Here is how propaganda works, it first gives you "facts" but not in the full context, then it provides you with "peaceful approaches that ultimately "failed"" (this will ensure that the audience is fully aware of the PEACEFUL nature of the source country) to create scare and make you listen, then bombards you with fictions without providing any sources or proof. This approach, a new model based on democratic countries of "free press" has been extremely successful to shape the population's public opinions.

In reality, many countries that had strive to reach their own democracy but were attacked by these kinds of media propaganda. In most developing countries where democracy is extremely fragile, it takes a few small lies to destroy the home grown democratic basis or free press all together. It works very interesting in a way that the "dictatorial" countries begin to create censorship in order to protect themselves against these kinds of lies, and it works against them. So it's a win win situation for the soft attacker.

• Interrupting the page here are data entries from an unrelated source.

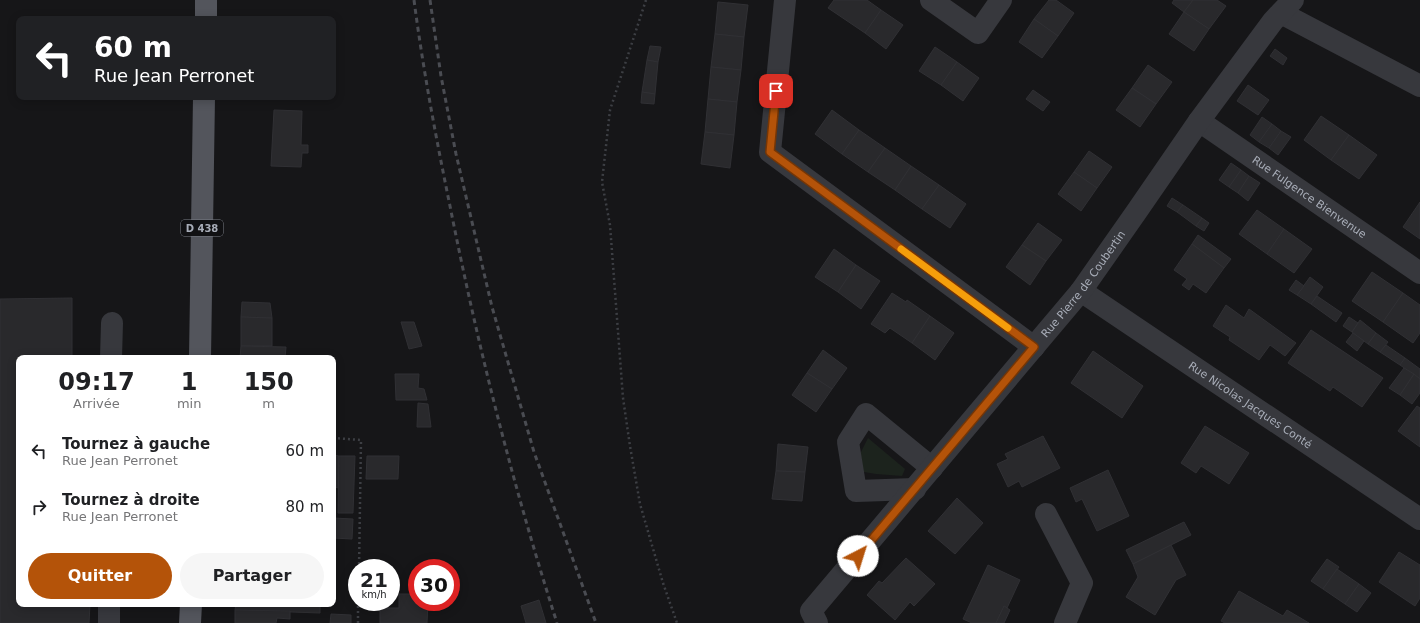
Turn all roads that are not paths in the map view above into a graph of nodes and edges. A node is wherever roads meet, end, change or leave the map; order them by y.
1 (206, 0) edge
2 (785, 0) edge
3 (931, 0) edge
4 (1001, 0) edge
5 (1287, 6) edge
6 (206, 16) edge
7 (1420, 86) edge
8 (204, 100) edge
9 (1199, 121) junction
10 (1420, 273) edge
11 (1081, 291) junction
12 (112, 323) dead end
13 (1034, 347) junction
14 (111, 355) edge
15 (200, 355) edge
16 (932, 468) junction
17 (915, 489) junction
18 (1046, 514) dead end
19 (1420, 519) edge
20 (109, 607) edge
21 (191, 607) edge
22 (814, 617) edge
23 (109, 623) edge
24 (190, 623) edge
25 (1065, 623) edge

1 - 6 main road
2 - 13 street
3 - 4 street
5 - 7 street
5 - 9 street, Rue Pierre de Coubertin
8 - 15 main road, D 438
9 - 10 street, Rue Fulgence Bienvenue
9 - 11 street, Rue Pierre de Coubertin
11 - 13 street, Rue Pierre de Coubertin
11 - 19 street, Rue Nicolas Jacques Conté
12 - 14 street
13 - 16 street, Rue Pierre de Coubertin
16 - 17 street, Rue Pierre de Coubertin
16 - 17 street
17 - 22 street, Rue Pierre de Coubertin
18 - 25 street
20 - 23 street
21 - 24 main road

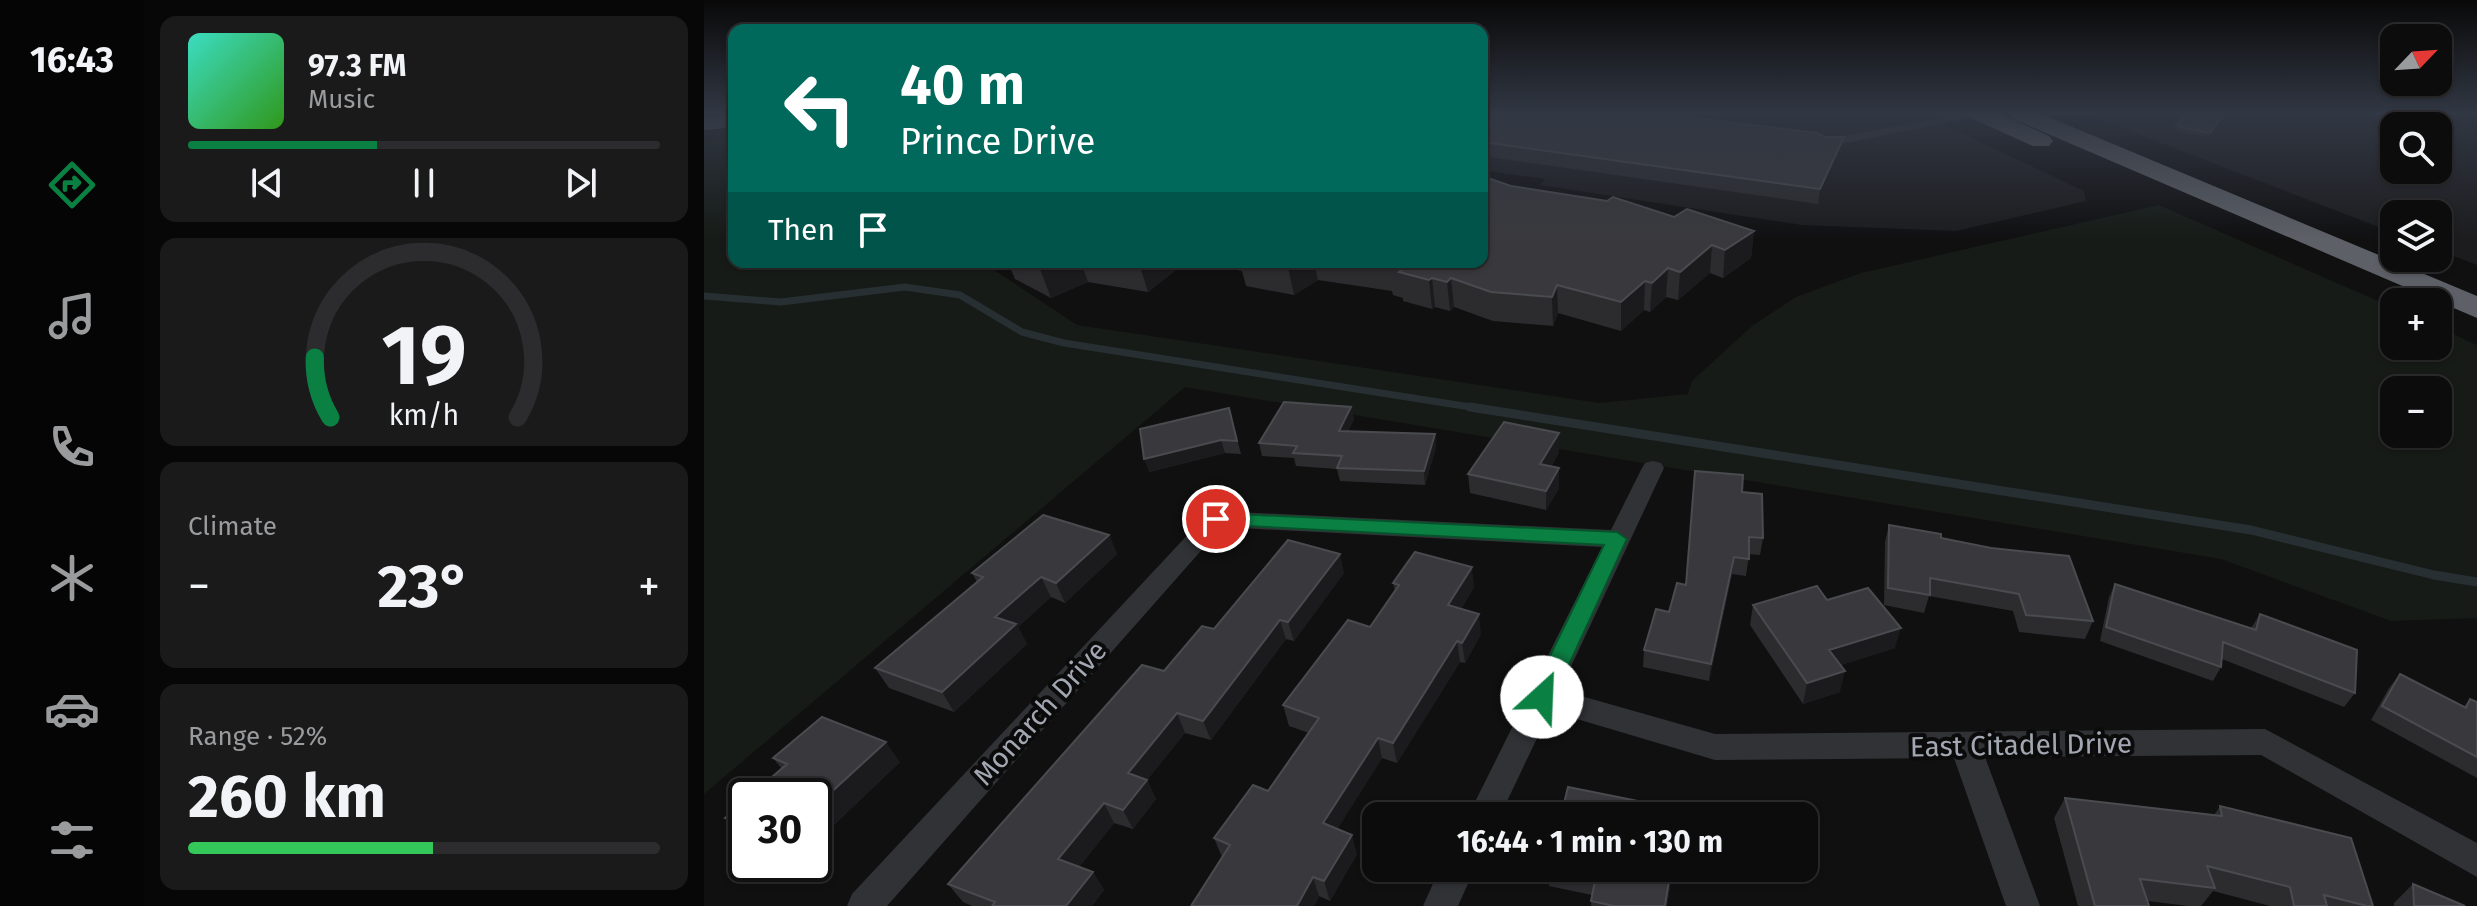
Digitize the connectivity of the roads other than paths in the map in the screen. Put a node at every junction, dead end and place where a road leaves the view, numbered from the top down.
1 (2076, 155) edge
2 (2118, 155) edge
3 (2380, 288) edge
4 (2477, 308) edge
5 (2452, 320) edge
6 (2477, 331) edge
7 (1653, 468) dead end
8 (1617, 539) junction
9 (1542, 697) junction
10 (1965, 746) junction
11 (1491, 802) edge
12 (2477, 861) edge
13 (1451, 882) edge
14 (864, 906) edge
15 (1440, 906) edge
16 (2023, 906) edge

1 - 3 highway
2 - 4 highway
5 - 6 highway
7 - 8 street
8 - 9 street
8 - 14 street, Monarch Drive
9 - 10 street, East Citadel Drive
9 - 11 street
10 - 12 street, East Citadel Drive
10 - 16 street
13 - 15 street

This is another example of such method. In this case, if the Iranian regime answers to these baseless accusations, they have admitted that there might be some truth to it. If they ignore it, their lack of response would allow many readers to take this writing for a fact. If they allow the paper to be published in Iran, people would believe that free world would not lie to them and if they censor this the public would criticize the system for not allowing the free flow of information. See the problem?

This can get really long, so I'll stop here.